**PROVIDED INFORMATION**
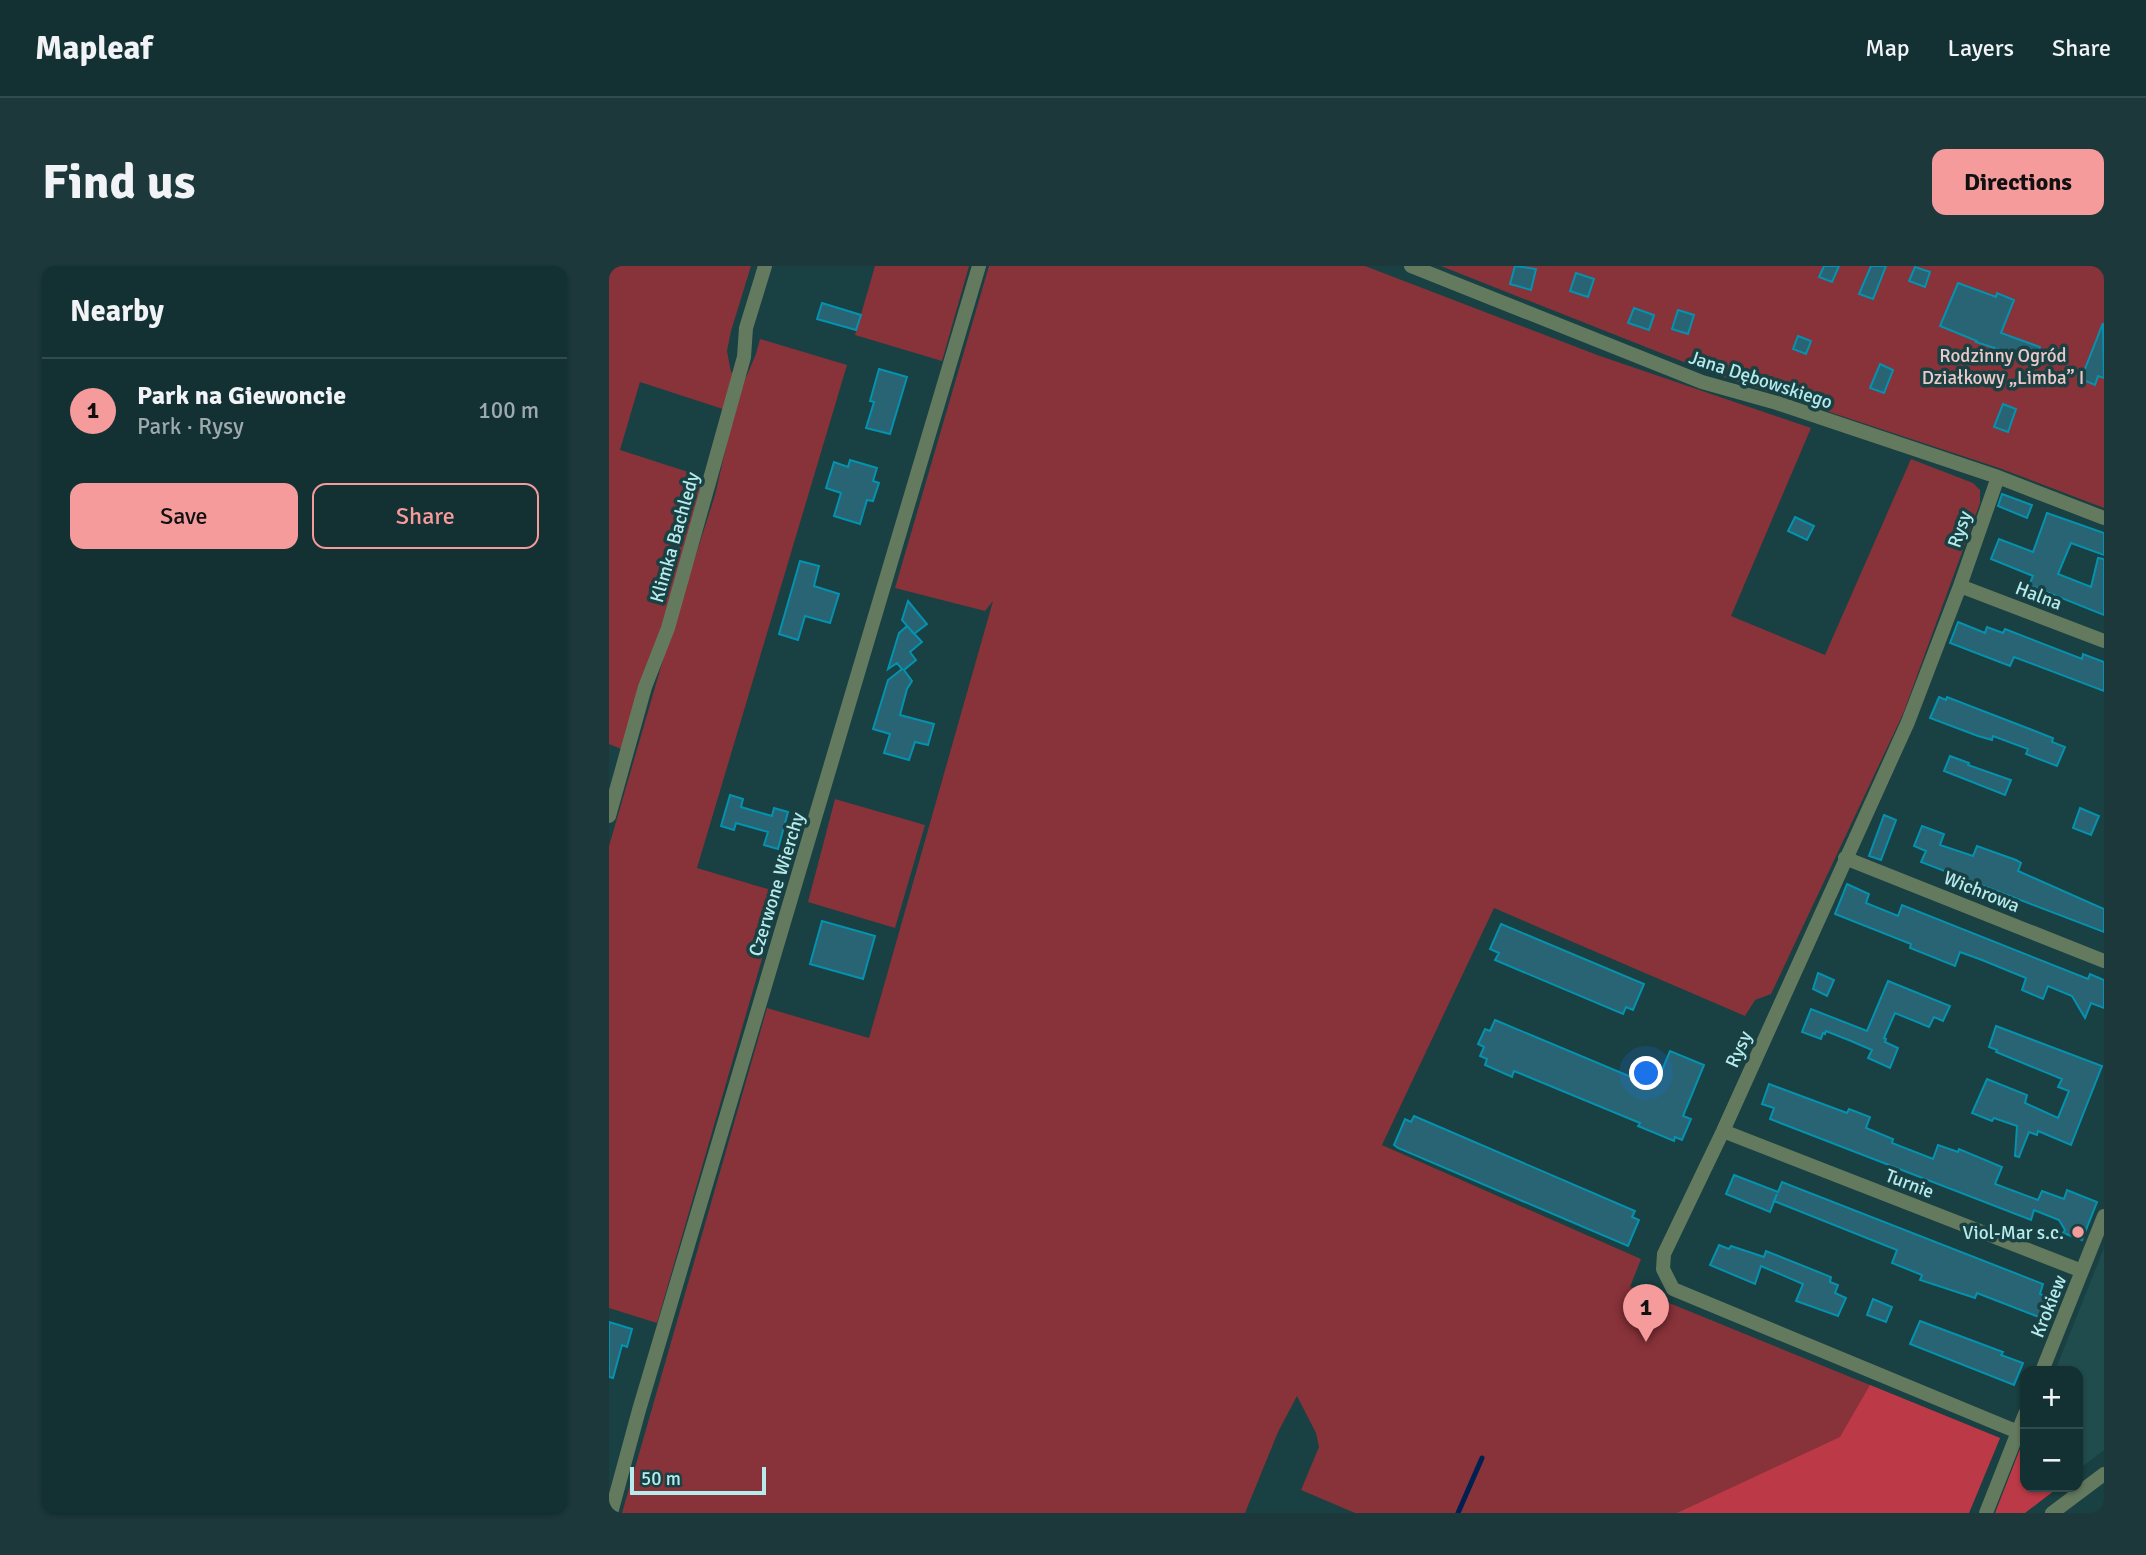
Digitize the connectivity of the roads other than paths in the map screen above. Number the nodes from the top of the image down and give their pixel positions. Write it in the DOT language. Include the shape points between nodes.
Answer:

* * *

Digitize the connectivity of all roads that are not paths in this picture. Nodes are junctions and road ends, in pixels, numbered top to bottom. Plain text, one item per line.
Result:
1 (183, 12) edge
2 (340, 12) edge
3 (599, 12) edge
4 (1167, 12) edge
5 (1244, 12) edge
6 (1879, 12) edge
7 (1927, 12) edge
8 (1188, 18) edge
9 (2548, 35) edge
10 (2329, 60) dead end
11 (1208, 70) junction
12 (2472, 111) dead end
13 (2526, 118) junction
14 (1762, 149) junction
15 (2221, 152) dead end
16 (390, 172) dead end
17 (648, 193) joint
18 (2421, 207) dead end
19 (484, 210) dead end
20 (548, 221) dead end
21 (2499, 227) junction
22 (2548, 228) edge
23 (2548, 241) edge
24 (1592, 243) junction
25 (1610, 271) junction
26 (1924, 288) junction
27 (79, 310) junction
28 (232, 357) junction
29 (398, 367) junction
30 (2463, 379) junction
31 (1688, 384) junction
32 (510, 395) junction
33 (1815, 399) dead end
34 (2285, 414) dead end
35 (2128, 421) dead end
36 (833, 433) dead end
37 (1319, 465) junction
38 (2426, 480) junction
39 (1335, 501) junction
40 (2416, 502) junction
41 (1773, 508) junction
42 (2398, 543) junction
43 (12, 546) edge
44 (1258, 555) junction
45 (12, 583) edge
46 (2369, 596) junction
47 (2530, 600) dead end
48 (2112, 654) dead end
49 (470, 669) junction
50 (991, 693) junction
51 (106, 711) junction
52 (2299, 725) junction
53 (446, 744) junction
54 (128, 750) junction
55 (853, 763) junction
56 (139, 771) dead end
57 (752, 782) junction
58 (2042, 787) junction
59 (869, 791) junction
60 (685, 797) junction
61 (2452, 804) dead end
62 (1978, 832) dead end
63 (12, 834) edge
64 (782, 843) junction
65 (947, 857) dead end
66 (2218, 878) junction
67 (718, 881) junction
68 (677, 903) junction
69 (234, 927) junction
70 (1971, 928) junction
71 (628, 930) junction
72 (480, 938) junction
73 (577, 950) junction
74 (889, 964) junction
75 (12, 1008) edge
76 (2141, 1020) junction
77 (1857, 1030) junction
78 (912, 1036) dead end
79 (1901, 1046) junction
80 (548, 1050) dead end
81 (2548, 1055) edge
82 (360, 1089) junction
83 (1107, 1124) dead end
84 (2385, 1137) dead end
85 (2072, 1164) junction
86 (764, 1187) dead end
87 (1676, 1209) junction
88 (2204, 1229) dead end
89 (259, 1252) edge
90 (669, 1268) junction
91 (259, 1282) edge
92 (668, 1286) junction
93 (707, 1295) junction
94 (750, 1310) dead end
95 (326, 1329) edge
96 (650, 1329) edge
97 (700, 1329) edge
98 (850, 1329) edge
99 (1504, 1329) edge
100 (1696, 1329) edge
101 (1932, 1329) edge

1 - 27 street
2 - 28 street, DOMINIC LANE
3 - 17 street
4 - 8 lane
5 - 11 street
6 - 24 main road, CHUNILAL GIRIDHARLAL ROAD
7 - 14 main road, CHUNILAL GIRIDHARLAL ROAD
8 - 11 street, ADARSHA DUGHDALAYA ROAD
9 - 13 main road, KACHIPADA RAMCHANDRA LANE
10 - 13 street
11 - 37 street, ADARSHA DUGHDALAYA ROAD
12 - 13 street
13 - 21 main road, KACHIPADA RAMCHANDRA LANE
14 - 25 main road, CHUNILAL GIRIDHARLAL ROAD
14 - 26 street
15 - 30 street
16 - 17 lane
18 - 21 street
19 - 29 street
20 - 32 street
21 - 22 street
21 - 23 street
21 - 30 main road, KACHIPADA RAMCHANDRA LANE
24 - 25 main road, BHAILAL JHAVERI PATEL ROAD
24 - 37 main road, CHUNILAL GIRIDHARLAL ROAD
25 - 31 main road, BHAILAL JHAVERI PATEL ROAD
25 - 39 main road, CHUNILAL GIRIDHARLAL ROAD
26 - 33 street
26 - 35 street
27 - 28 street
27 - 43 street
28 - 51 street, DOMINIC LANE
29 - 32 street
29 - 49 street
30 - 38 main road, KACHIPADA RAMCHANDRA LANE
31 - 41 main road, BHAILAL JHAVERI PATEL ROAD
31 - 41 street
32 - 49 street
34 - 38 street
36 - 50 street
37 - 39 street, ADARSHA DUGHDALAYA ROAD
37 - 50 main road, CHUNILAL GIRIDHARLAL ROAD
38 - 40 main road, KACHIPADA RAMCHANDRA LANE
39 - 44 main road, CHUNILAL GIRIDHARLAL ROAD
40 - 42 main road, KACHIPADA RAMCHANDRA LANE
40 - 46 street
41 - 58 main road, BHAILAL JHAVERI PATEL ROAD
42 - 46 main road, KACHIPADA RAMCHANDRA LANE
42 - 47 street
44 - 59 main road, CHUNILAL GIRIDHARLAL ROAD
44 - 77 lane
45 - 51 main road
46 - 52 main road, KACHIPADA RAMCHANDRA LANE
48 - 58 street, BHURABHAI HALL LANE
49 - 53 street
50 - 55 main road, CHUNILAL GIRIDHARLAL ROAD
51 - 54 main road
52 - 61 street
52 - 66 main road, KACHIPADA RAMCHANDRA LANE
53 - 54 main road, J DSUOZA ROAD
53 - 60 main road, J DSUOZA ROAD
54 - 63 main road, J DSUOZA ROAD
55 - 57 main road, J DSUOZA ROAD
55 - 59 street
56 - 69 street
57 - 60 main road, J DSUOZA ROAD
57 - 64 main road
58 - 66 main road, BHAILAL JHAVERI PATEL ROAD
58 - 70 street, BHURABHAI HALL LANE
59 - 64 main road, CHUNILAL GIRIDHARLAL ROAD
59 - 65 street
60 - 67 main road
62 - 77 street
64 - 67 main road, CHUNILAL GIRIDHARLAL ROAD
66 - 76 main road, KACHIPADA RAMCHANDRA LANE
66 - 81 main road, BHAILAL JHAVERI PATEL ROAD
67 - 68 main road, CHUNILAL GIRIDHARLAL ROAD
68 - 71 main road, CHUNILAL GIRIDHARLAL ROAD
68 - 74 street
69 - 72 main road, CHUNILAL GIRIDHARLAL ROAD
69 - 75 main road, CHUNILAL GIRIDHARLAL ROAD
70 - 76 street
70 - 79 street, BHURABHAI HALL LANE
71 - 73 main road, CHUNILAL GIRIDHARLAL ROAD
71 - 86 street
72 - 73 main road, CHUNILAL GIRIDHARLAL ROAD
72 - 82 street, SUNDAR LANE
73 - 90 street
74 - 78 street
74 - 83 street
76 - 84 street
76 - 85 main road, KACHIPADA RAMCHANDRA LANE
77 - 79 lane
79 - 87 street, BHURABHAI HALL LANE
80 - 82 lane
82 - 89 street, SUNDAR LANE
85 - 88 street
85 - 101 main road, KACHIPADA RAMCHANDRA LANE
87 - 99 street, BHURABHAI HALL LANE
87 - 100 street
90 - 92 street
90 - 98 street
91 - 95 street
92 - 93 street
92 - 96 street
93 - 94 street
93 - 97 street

**TASK**
Scan the material above. Extract every line in which the word "Digitize" occurs.

**RESULT OF THE TASK**
Digitize the connectivity of the roads other than paths in the map screen above. Number the nodes from the top of the image down and give their pixel positions. Write it in the DOT language. Include the shape points between nodes.
Digitize the connectivity of all roads that are not paths in this picture. Nodes are junctions and road ends, in pixels, numbered top to bottom. Plain text, one item per line.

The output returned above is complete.